Leveraging mid-level representations for complex activity recognition
MetadataShow full item record
Dynamic scene understanding requires learning representations of the components of the scene including objects, environments, actions and events. Complex activity recognition from images and videos requires annotating large datasets with action labels which is a tedious and expensive task. Thus, there is a need to design a mid-level or intermediate feature representation which does not require millions of labels, yet is able to generalize to semantic-level recognition of activities in visual data.
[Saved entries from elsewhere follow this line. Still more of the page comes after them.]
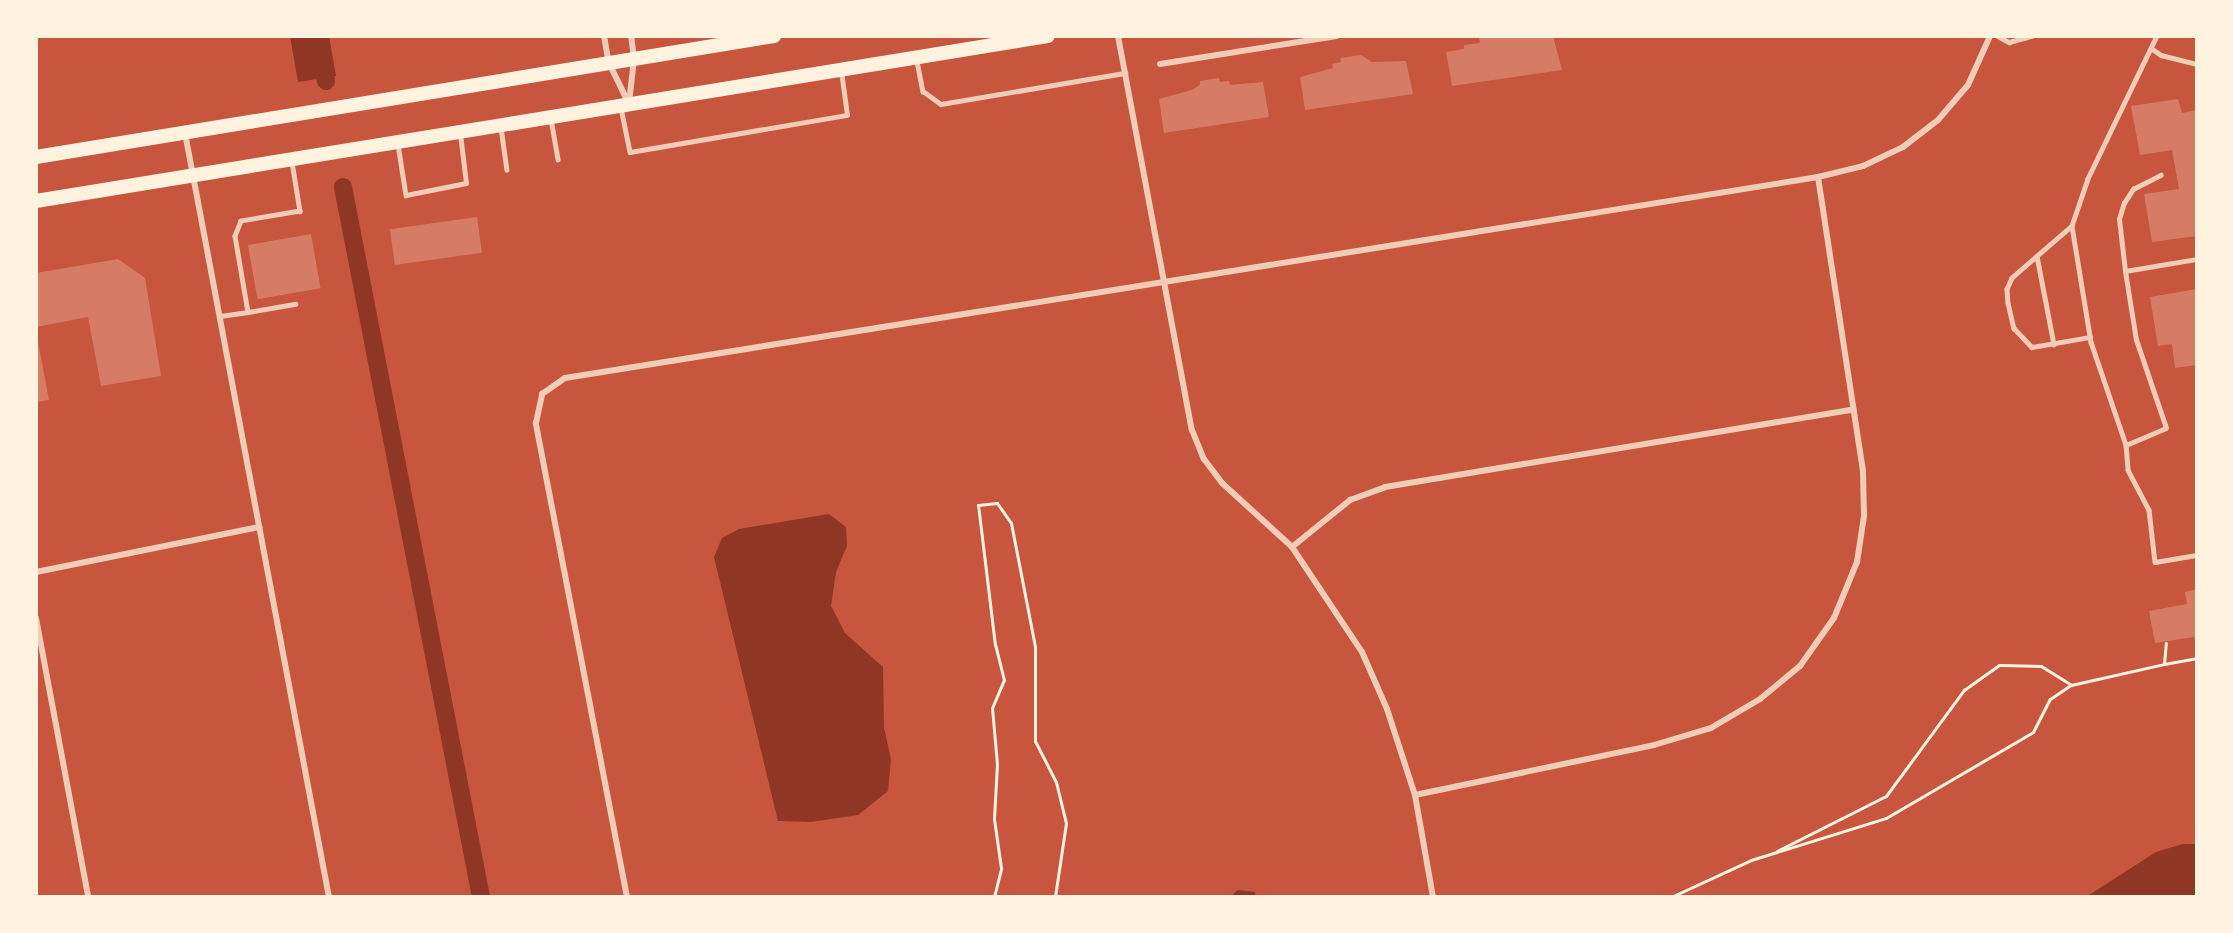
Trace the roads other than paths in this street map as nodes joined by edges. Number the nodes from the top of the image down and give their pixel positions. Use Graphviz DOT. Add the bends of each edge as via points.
graph roads {
  1 [pos="604,36"];
  2 [pos="631,36"];
  3 [pos="774,36"];
  4 [pos="1048,36"];
  5 [pos="1118,36"];
  6 [pos="1337,36"];
  7 [pos="1990,36"];
  8 [pos="1998,36"];
  9 [pos="2031,36"];
  10 [pos="2157,36"];
  11 [pos="2151,48"];
  12 [pos="916,57"];
  13 [pos="634,59"];
  14 [pos="609,63"];
  15 [pos="1160,64"];
  16 [pos="2197,64"];
  17 [pos="840,69"];
  18 [pos="1125,73"];
  19 [pos="625,104"];
  20 [pos="550,117"];
  21 [pos="501,125"];
  22 [pos="459,131"];
  23 [pos="185,133"];
  24 [pos="397,141"];
  25 [pos="36,157"];
  26 [pos="291,159"];
  27 [pos="558,159"];
  28 [pos="507,170"];
  29 [pos="2161,174"];
  30 [pos="192,175"];
  31 [pos="1818,177"];
  32 [pos="36,201"];
  33 [pos="2072,226"];
  34 [pos="2037,256"];
  35 [pos="2197,259"];
  36 [pos="2125,271"];
  37 [pos="1161,283"];
  38 [pos="295,304"];
  39 [pos="248,312"];
  40 [pos="220,316"];
  41 [pos="2090,337"];
  42 [pos="2054,344"];
  43 [pos="1854,409"];
  44 [pos="2126,445"];
  45 [pos="260,527"];
  46 [pos="1292,547"];
  47 [pos="2197,555"];
  48 [pos="36,572"];
  49 [pos="36,618"];
  50 [pos="1415,795"];
  51 [pos="88,897"];
  52 [pos="329,897"];
  53 [pos="627,897"];
  54 [pos="1433,897"];
  1 -- 14 [label="street"];
  2 -- 13 [label="street"];
  3 -- 13 [label="main road"];
  4 -- 12 [label="main road"];
  5 -- 18 [label="street"];
  6 -- 15 [label="street"];
  7 -- 31 [label="street" via="1968,85 1938,120 1903,147 1863,166"];
  8 -- 9 [label="lane" via="2008,42"];
  10 -- 11 [label="lane"];
  11 -- 16 [label="lane" via="2161,55"];
  11 -- 33 [label="lane" via="2088,179"];
  12 -- 17 [label="main road"];
  12 -- 18 [label="lane" via="922,91 941,104"];
  13 -- 14 [label="main road"];
  13 -- 19 [label="street"];
  14 -- 19 [label="street"];
  14 -- 23 [label="main road"];
  17 -- 19 [label="main road"];
  17 -- 19 [label="lane" via="847,115 630,152"];
  18 -- 37 [label="street"];
  19 -- 20 [label="main road"];
  20 -- 21 [label="main road"];
  20 -- 27 [label="lane"];
  21 -- 22 [label="main road"];
  21 -- 28 [label="lane"];
  22 -- 24 [label="main road"];
  22 -- 24 [label="lane" via="466,183 406,195"];
  23 -- 25 [label="main road"];
  23 -- 30 [label="street"];
  24 -- 26 [label="main road"];
  26 -- 30 [label="main road"];
  26 -- 39 [label="lane" via="300,211 241,221 237,225 235,236"];
  29 -- 36 [label="lane" via="2133,189 2124,203 2119,219"];
  30 -- 32 [label="main road"];
  30 -- 40 [label="street"];
  31 -- 37 [label="street"];
  31 -- 43 [label="street"];
  33 -- 34 [label="lane"];
  33 -- 41 [label="lane"];
  34 -- 42 [label="lane"];
  34 -- 42 [label="lane" via="2012,278 2007,289 2008,303 2014,328 2024,342 2032,347"];
  35 -- 36 [label="lane"];
  36 -- 44 [label="lane" via="2136,340 2166,428"];
  37 -- 46 [label="street" via="1192,430 1204,459 1222,483"];
  37 -- 53 [label="street" via="565,378 542,394 536,423"];
  38 -- 39 [label="lane"];
  39 -- 40 [label="lane"];
  40 -- 45 [label="street"];
  41 -- 42 [label="lane"];
  41 -- 44 [label="lane"];
  43 -- 46 [label="street" via="1385,487 1350,500"];
  43 -- 50 [label="street" via="1863,471 1864,516 1857,562 1834,618 1800,666 1760,699 1711,728 1654,745"];
  44 -- 47 [label="lane" via="2128,470 2149,510 2155,562"];
  45 -- 48 [label="street"];
  45 -- 52 [label="street"];
  46 -- 50 [label="street" via="1362,652 1387,709"];
  49 -- 51 [label="street"];
  50 -- 54 [label="street"];
}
This thesis makes three contributions in this regard. First, we propose an event concept-based intermediate representation which learns concepts via the Web and uses this representation to identify events even with a single labeled example. To demonstrate the strength of the proposed approaches, we contribute two diverse social event datasets to the community. We then present a use case of event concepts as a mid-level representation that generalizes to sentiment recognition in diverse social event images. Second, we propose to train Generative Adversarial Networks (GANs) with video frames (which does not require labels), use the trained discriminator from GANs as an intermediate representation and finetune it on a smaller labeled video activity dataset to recognize actions in videos. This unsupervised pre-training step avoids any manual feature engineering, video frame encoding or searching for the best video frame sampling technique. Our third contribution is a self-supervised learning approach on videos that exploits both spatial and temporal coherency to learn feature representations on video data without any supervision. We demonstrate the transfer learning capability of this model on smaller labeled datasets. We present comprehensive experimental analysis on the self-supervised model to provide insights into the unsupervised pretraining paradigm and how it can help with activity recognition on target datasets which the model has never seen during training.